In Indonesia, there’s a phrase that says “sudah jatuh tertimpa tangga”, referring to a situation where a person fell off the ladder and then got squashed by the same ladder.
This analogy seems apt for Indonesian state-owned builder Wijaya Karya, which was hit by a double whammy of infrastructure budget cuts and the snowballing debt incurred to build the Jakarta-Bandung high-speed rail known as Whoosh.
Seven months ago, I flagged that Wijaya Karya was headed towards a second round of debt restructuring as President Prabowo Subianto abandoned his predecessor’s infrastructure drive. (Click here for a compilation of my takes on Indonesian state-owned builders).
The extent of Indonesia’s construction slowdown was laid bare in Wijaya Karya’s latest earnings presentation.
Wijaya Karya’s new realized contracts crashed 81.42% to IDR 6.2 trillion (USD 372 million) as of September 2025 from IDR 33.4 trillion in 2022. The government contributed only IDR 1.7 trillion of the total amount, a fraction of its lion’s share of IDR 14.6 trillion three years ago.
In short, Wijaya Karya used to rely on a stream of contracts from the government, but this has dried up drastically. “The company needs support from various parties to carry out a revitalization and to fulfill its debt servicing obligations,” according to its presentation.
Wijaya Karya plans to reduce its interest-bearing debt that hit around IDR 29 trillion (USD 1.7 billion) as of end-September, President Director Agung Budi Waskito told a briefing on 12 November. This consisted of IDR 19 trillion of bank loans and IDR 10 trillion of bonds.
In January 2024, Wijaya Karya’s banks reportedly agreed to roll over IDR 20.58 trillion of loans until as late as 2031. Barely a year later, the company was unable to repay IDR 1 trillion of local bonds that matured on 18 February 2025.
One of the problems is that Wijaya Karya only tackled the loans in its earlier restructuring without addressing the bonds, according to two friends familiar with the matter. The instruction to leave out the bonds went down the chain of command, as restructuring the public notes could have attracted unwanted attention at the time, one of these friends said.
Breaking Point
Even with the bond cracks, Wijaya Karya held its breath until it reached breaking point.

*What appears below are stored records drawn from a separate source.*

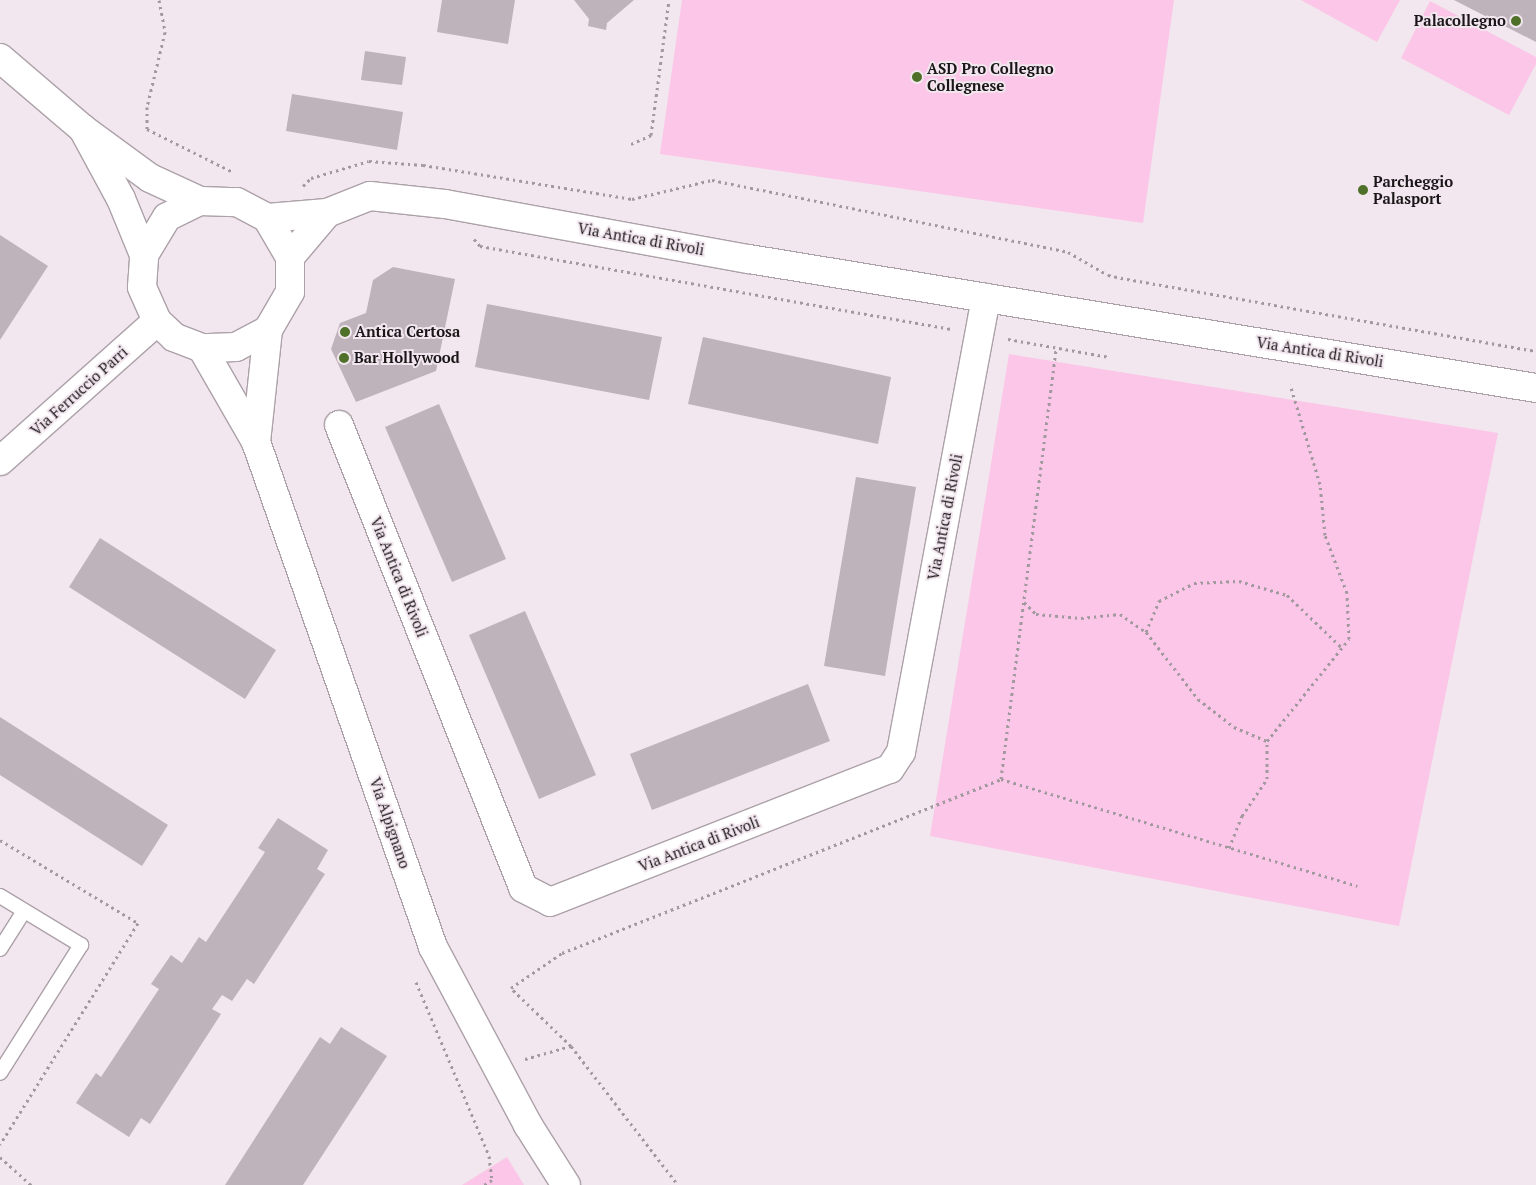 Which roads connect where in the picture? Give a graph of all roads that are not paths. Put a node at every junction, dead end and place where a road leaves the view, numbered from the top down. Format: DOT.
graph roads {
  1 [pos="0,58"];
  2 [pos="82,129"];
  3 [pos="200,201"];
  4 [pos="327,213"];
  5 [pos="267,218"];
  6 [pos="144,255"];
  7 [pos="290,257"];
  8 [pos="986,298"];
  9 [pos="157,321"];
  10 [pos="268,330"];
  11 [pos="202,348"];
  12 [pos="1536,375"];
  13 [pos="1507,382"];
  14 [pos="1536,388"];
  15 [pos="338,425"];
  16 [pos="256,442"];
  17 [pos="0,461"];
  18 [pos="0,896"];
  19 [pos="24,911"];
  20 [pos="0,949"];
  21 [pos="0,1073"];
  22 [pos="566,1185"];
  1 -- 2 [label="street"];
  2 -- 3 [label="street"];
  2 -- 6 [label="street"];
  3 -- 5 [label="street"];
  3 -- 6 [label="street"];
  4 -- 5 [label="street"];
  4 -- 7 [label="street"];
  4 -- 8 [label="street, Via Antica di Rivoli"];
  5 -- 7 [label="street"];
  6 -- 9 [label="street"];
  7 -- 10 [label="street"];
  8 -- 13 [label="street, Via Antica di Rivoli"];
  8 -- 15 [label="street, Via Antica di Rivoli"];
  9 -- 11 [label="street"];
  9 -- 17 [label="street, Via Ferruccio Parri"];
  10 -- 11 [label="street"];
  10 -- 16 [label="street"];
  11 -- 16 [label="street"];
  12 -- 13 [label="street, Via Antica di Rivoli"];
  13 -- 14 [label="street, Via Antica di Rivoli"];
  16 -- 22 [label="street, Via Alpignano"];
  18 -- 19 [label="lane"];
  19 -- 20 [label="lane"];
  19 -- 21 [label="lane"];
}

Net operating cash outflow widened to IDR 1 trillion (USD 60 million) in the nine months ended 30 September from IDR 218.9 billion a year earlier, while cash and equivalents plummeted to IDR 1.5 trillion from IDR 5.6 trillion, according to my analysis of its results.
Wijaya Karya is also a part of the Indonesia-China consortium that was beset with cost over-runs arising from the delayed construction of Whoosh. This escalated into a dispute, which is being processed at the Singapore International Arbitration Centre (SIAC), according to the company. (Click here for a compilation of my takes on Whoosh).
I noted last month that the new finance minister, Purbaya Yudhi Sadewa, insisted that Whoosh was the responsibility of Danantara, as dividends from state-owned enterprises now flow to the sovereign fund. However, President Prabowo Subianto has decided that the joint venture operating Whoosh, Kereta Cepat Indonesia China (KCIC), will receive state support after all.
The consortium is in advanced talks to restructure around IDR 85 trillion (USD 5.1 billion) of debt owed to China Development Bank (CDB), the Straits Times reported on 5 November. Based on the discussions so far, the Indonesian government will cover Whoosh’s infrastructure while Danantara is set to handle the operations.
In the meantime, Indonesian state-owned builders including Wijaya Karya are preparing for a merger in the second half of 2026. Wijaya Karya is hoping that the consolidation will improve its finances as it aims to pull off the “three pillars” of debt restructuring, asset sale, and tenders with more sustainable terms.